Use this when you want to find edge cases in your reconciler's error handling during development. Manual tests cover the cases you think of. Fuzz testing covers the ones you don't.

What Does It Actually Do?

Traditional chaos testing requires you to define each fault scenario manually: "inject a connection refused on Get, verify recovery." Fuzz mode inverts this.

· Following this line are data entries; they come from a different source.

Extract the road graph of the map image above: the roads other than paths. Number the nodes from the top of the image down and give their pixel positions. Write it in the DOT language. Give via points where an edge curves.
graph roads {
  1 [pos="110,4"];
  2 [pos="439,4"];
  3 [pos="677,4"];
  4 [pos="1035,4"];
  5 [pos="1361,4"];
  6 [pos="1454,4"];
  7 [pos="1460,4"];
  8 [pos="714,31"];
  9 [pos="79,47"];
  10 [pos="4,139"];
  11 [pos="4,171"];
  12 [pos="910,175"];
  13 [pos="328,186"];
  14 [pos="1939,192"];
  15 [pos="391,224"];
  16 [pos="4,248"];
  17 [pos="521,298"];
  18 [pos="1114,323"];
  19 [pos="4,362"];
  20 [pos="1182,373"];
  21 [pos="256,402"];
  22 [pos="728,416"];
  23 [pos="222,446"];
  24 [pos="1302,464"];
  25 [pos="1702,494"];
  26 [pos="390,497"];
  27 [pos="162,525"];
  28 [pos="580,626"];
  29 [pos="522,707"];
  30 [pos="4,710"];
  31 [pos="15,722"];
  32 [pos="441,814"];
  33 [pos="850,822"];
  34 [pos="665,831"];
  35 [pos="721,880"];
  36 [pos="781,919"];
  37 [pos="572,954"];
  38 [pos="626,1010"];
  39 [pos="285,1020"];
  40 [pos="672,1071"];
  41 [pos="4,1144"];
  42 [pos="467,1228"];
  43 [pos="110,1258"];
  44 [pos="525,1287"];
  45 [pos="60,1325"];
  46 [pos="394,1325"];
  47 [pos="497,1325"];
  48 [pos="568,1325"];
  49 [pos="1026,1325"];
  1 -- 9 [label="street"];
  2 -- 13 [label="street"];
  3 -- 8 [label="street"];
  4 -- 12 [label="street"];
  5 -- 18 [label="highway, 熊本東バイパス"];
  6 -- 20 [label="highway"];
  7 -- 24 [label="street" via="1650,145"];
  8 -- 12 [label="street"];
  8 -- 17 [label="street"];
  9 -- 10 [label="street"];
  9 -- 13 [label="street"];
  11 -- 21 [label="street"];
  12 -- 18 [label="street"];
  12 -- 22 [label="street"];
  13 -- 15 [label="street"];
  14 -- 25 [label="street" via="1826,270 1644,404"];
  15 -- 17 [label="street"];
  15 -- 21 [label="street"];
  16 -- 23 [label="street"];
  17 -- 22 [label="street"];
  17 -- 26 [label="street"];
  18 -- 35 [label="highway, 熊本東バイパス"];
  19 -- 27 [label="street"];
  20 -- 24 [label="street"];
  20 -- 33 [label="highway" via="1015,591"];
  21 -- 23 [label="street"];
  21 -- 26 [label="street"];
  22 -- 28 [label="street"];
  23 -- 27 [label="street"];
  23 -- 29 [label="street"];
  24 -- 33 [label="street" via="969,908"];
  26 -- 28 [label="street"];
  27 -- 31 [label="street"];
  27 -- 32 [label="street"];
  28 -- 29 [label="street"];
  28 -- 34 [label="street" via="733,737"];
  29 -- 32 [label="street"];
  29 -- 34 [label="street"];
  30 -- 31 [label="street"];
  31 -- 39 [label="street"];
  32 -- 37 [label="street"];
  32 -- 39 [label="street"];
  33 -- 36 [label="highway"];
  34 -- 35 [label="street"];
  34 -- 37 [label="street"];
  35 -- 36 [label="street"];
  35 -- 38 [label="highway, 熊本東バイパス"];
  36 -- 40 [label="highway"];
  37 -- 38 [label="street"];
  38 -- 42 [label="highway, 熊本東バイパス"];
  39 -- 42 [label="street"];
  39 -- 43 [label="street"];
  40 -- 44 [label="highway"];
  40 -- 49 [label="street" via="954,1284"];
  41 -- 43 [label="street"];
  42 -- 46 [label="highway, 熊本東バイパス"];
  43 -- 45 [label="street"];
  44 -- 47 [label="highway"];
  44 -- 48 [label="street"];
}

You provide:

  1. A reconciler factory (a function that creates your reconciler given a client.Client)
  2. Seed objects (the Kubernetes resources your reconciler expects to exist)
  3. Invariants (conditions that must always hold after reconciliation)

The fuzz engine then:

  • Generates random fault configurations (which operations fail, what error, how often)
  • Wraps a fake client with those faults using the SDK ChaosClient
  • Runs your reconciler
  • Reports any panics, unexpected errors, or invariant violations as test failures

No cluster is needed. Everything runs in-process with a fake client.

How It Works

flowchart TD
    F["Go Fuzz Engine"] -->|"generates opMask,<br/>faultType, intensity"| D[DecodeFaultConfig]
    D --> FC[FaultConfig]
    FC --> CC["ChaosClient<br/>(wraps Fake Client)"]
    CC --> R

    subgraph harness ["Harness.Run()"]
        R[Run Reconciler]
        R -->|panic| FAIL1["FAIL: always a bug"]
        R -->|non-chaos error| FAIL2["FAIL: real bug"]
        R -->|chaos error| OK1[Expected]
        OK1 --> INV[Check Invariants]
        INV -->|violation| FAIL3["FAIL: state corrupted"]
        INV -->|pass| PASS["PASS"]
    end

    style F fill:#bbdefb,stroke:#1565c0
    style D fill:#ce93d8,stroke:#6a1b9a
    style FC fill:#ffcc80,stroke:#e65100
    style CC fill:#ffcc80,stroke:#e65100
    style harness fill:#f5f5f5,stroke:#616161,stroke-width:2px,color:#424242
    style R fill:#ce93d8,stroke:#6a1b9a
    style OK1 fill:#bbdefb,stroke:#1565c0
    style INV fill:#ce93d8,stroke:#6a1b9a
    style FAIL1 fill:#ef9a9a,stroke:#c62828
    style FAIL2 fill:#ef9a9a,stroke:#c62828
    style FAIL3 fill:#ef9a9a,stroke:#c62828
    style PASS fill:#a5d6a7,stroke:#2e7d32

The key insight: chaos-injected errors are expected and silently ignored. If your reconciler returns a ChaosError, that means it propagated the injected fault correctly. The harness only reports failures for:

  • Panics: Your code crashed. Always a bug.
  • Non-chaos errors: Your reconciler returned an error that didn't originate from the ChaosClient. This means your code has a bug unrelated to fault handling.
  • Invariant violations: Your reconciler ran to completion, but post-reconcile state is wrong (e.g., a resource that should always exist was deleted).

Prerequisites

  • Go 1.18+ (for native fuzzing support)
  • controller-runtime v0.23+
  • No Kubernetes cluster needed (uses fake client)

Step-by-Step Walkthrough

Step 1: Write a reconciler factory

The fuzz harness needs a function that creates your reconciler given a client.Client. This decouples your reconciler construction from any specific client implementation:

import (
    "sigs.k8s.io/controller-runtime/pkg/client"
    "sigs.k8s.io/controller-runtime/pkg/reconcile"
)

func myFactory(c client.Client) reconcile.Reconciler {
    return &MyReconciler{client: c}
}

Step 2: Write the fuzz test

Create a file named fuzz_test.go in your controller's package:

package mycontroller_test

import (
    "testing"

    corev1 "k8s.io/api/core/v1"
    metav1 "k8s.io/apimachinery/pkg/apis/meta/v1"
    "k8s.io/apimachinery/pkg/runtime"
    "k8s.io/apimachinery/pkg/types"
    "sigs.k8s.io/controller-runtime/pkg/client"
    "sigs.k8s.io/controller-runtime/pkg/reconcile"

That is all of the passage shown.